My father thought I was the spitting image of him. In fact, he sent me a picture of himself as a child and we do look a lot alike. But I don’t see it as adults. I see myself as a combination of both of them. But at least I see myself fitting well on either side.

I have a wonderful photo of me standing between my mom and my aunt – and I fit. I fit perfectly. I can SEE it and I’ll tell you, it’s an amazing site. In a sense it even validates my existence.

To me my son looks like a combo of me and his father. Other people have said he looks exactly like his dad. He does have my hair color and my trademark dimples (one on one side and two on the other). But I’ve had so many people comment on this – even one relative say “boy, I bet if you hadn’t been there at his birth you wouldn’t even know he’s yours” – blech. So it’s very endearing to me when I get those few comments about how he has this of mine, or that of mine. Both of my husbands brothers are in town this weekend and one of the first things one of them said to me was that he could see both of us in him. That he was definitely a combination of the two of us. Now I know, and I tell myself regularly, that my son IS his own person. But I have to admit it’s nice to be recongized in him and it’s nice that it’s a combination because we both love him so much. I hope someday he looks in the mirror and likes what he sees – being a little bit of both.

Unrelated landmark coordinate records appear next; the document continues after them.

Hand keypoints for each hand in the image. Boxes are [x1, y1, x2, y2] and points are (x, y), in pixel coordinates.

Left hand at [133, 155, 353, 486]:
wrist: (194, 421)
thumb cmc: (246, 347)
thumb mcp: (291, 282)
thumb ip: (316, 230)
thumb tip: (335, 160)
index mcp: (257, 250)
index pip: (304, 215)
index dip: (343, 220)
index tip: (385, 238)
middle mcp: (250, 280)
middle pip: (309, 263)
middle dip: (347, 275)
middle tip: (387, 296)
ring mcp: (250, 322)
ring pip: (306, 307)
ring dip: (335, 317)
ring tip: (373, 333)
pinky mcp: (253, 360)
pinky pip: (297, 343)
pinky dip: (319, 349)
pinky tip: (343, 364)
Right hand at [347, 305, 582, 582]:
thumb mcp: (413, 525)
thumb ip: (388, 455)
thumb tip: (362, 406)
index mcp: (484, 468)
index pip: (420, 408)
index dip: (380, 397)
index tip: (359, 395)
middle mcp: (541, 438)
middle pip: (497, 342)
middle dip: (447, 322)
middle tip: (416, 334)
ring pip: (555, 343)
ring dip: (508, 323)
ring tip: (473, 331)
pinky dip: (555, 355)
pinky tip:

December 31, 2006 at 2:36 am 4 comments

1st xmas sans afamily

My relationship with my aparents has ebbed and flowed over the years since I was a teen. Basically as long as I am being the good daughter and not questioning them, everything is okay. Shortly after my son was born I decided to stand up for myself after one to many criticisms from my mother. This didn’t go over very well and basically, we have barely spoken since.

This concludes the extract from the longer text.